## Description of the task
Go through the entries below and work out how many lines include "Moore"; give only that number.

(Collected data entries)
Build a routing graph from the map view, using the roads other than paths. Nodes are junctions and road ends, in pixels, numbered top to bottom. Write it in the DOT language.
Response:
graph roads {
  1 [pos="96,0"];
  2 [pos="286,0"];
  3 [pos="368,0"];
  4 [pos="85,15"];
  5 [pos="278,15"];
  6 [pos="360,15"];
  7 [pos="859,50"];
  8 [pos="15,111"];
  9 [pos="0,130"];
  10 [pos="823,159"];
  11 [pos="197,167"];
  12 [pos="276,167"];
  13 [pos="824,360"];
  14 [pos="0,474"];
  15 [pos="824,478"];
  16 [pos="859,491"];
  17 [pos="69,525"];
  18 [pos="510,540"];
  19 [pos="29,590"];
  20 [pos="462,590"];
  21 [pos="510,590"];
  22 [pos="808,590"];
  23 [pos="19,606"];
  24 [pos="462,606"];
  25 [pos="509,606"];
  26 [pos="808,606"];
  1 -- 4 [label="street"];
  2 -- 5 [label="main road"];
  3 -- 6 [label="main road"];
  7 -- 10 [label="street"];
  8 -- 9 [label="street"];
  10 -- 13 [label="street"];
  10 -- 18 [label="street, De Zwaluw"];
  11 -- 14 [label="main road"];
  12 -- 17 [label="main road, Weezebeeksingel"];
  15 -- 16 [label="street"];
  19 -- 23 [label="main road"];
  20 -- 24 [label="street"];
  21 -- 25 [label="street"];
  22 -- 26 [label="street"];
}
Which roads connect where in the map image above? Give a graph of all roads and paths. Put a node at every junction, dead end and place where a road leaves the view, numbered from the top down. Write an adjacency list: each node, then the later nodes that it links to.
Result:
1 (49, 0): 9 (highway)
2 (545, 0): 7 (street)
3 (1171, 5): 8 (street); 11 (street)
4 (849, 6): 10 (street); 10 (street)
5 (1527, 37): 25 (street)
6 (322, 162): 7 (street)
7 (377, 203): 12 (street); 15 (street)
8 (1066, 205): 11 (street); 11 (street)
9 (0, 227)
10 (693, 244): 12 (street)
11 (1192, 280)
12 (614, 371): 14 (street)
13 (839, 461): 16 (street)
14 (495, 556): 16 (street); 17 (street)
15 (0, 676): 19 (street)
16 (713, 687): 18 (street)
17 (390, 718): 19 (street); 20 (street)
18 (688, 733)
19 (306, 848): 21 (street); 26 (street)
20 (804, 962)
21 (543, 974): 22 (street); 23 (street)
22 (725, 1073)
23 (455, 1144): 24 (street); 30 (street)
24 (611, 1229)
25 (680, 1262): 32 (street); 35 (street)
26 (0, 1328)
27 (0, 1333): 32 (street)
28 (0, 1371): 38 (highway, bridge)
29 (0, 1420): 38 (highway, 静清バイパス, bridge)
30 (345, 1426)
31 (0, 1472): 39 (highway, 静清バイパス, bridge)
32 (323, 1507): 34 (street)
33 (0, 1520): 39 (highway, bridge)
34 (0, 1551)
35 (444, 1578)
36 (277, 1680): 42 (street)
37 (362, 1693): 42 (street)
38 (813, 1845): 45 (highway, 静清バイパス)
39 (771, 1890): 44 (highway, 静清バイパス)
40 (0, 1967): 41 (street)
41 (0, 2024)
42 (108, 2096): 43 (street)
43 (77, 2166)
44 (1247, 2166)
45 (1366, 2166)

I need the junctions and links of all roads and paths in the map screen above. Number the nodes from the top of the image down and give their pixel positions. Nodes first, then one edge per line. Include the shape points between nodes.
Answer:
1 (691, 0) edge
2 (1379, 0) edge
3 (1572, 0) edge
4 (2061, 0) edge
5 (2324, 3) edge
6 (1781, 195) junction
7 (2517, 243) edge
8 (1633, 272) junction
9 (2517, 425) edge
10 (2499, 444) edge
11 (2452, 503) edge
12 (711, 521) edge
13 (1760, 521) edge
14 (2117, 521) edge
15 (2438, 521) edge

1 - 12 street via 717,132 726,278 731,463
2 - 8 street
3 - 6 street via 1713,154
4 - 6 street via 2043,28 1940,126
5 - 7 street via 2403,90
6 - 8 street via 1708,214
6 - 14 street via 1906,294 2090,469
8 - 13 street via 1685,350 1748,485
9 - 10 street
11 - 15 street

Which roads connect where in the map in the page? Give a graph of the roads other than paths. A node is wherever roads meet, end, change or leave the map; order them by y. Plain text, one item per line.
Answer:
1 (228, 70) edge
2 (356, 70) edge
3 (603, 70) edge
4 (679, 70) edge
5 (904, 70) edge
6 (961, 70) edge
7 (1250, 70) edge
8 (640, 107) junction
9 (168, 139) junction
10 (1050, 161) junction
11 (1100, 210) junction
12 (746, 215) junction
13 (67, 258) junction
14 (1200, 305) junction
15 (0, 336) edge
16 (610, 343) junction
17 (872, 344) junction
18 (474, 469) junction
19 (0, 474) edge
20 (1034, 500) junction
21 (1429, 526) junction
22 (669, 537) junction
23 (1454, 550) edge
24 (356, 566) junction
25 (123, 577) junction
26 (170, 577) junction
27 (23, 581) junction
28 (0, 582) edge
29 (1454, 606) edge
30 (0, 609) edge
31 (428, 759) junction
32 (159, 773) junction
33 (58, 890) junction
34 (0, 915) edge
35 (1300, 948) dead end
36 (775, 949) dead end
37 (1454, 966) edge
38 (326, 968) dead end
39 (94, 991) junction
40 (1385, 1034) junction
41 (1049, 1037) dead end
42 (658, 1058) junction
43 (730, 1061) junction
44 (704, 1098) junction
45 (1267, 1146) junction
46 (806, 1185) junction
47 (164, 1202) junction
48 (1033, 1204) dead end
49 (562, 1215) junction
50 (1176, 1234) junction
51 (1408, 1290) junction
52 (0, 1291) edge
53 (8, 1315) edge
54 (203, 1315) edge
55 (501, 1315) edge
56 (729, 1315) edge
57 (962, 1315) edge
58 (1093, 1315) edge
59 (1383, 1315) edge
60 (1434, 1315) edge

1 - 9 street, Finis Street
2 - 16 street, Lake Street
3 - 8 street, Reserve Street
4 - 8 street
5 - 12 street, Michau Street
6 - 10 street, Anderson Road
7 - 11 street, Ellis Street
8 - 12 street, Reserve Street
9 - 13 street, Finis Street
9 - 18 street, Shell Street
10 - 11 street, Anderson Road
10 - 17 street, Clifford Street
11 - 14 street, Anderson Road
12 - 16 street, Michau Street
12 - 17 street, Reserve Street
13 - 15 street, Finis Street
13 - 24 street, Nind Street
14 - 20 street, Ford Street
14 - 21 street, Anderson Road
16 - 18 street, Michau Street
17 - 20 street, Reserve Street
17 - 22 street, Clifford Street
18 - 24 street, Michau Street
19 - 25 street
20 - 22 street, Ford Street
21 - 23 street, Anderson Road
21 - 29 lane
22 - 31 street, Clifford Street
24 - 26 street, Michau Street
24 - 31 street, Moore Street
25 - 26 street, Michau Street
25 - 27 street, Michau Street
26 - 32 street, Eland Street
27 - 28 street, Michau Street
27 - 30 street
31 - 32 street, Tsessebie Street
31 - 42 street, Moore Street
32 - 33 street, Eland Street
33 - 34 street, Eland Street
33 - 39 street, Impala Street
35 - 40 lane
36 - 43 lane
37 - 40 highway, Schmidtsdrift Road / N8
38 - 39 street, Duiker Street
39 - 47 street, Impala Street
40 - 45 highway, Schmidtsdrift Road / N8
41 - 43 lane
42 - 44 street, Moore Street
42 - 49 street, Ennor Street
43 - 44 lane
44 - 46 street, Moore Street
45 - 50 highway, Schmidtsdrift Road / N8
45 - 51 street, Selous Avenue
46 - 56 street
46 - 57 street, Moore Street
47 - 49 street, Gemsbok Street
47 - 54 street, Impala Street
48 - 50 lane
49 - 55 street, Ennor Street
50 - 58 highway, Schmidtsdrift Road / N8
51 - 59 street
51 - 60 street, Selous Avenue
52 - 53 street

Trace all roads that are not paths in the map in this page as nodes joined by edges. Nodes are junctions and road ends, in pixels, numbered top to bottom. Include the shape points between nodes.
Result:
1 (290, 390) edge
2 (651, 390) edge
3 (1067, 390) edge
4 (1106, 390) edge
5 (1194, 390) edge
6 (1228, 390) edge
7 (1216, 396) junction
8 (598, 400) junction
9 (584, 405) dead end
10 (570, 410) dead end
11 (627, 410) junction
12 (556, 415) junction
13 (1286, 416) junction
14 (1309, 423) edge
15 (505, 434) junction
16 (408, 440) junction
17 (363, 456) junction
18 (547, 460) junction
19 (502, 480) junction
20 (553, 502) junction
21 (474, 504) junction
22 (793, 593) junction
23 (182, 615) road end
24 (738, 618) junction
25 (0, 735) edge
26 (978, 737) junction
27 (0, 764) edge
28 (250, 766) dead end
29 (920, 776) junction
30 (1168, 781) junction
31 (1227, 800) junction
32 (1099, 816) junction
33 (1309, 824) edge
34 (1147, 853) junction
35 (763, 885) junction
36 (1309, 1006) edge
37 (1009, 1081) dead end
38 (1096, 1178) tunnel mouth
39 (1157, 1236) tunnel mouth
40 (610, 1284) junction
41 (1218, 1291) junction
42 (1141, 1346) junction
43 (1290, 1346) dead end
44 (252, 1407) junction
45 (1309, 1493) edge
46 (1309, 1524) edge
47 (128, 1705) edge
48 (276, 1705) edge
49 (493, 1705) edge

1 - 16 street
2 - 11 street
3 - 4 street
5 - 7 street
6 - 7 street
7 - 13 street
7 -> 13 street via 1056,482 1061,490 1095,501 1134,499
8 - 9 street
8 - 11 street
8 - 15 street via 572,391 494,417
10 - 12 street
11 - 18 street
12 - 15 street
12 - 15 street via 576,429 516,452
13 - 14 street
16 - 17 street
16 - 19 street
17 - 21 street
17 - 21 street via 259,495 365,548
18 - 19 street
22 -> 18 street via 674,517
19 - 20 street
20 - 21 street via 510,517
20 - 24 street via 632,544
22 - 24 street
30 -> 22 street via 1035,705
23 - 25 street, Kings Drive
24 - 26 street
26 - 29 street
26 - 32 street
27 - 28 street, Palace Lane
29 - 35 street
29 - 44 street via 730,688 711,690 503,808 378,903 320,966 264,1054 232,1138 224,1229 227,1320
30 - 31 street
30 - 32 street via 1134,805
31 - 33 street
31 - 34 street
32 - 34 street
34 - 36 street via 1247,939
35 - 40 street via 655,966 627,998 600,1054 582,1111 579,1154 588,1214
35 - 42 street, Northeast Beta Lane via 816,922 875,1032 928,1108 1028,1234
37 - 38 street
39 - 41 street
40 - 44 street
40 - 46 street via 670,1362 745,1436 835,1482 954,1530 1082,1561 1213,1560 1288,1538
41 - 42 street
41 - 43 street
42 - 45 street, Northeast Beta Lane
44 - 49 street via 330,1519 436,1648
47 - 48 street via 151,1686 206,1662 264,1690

## Answer box
5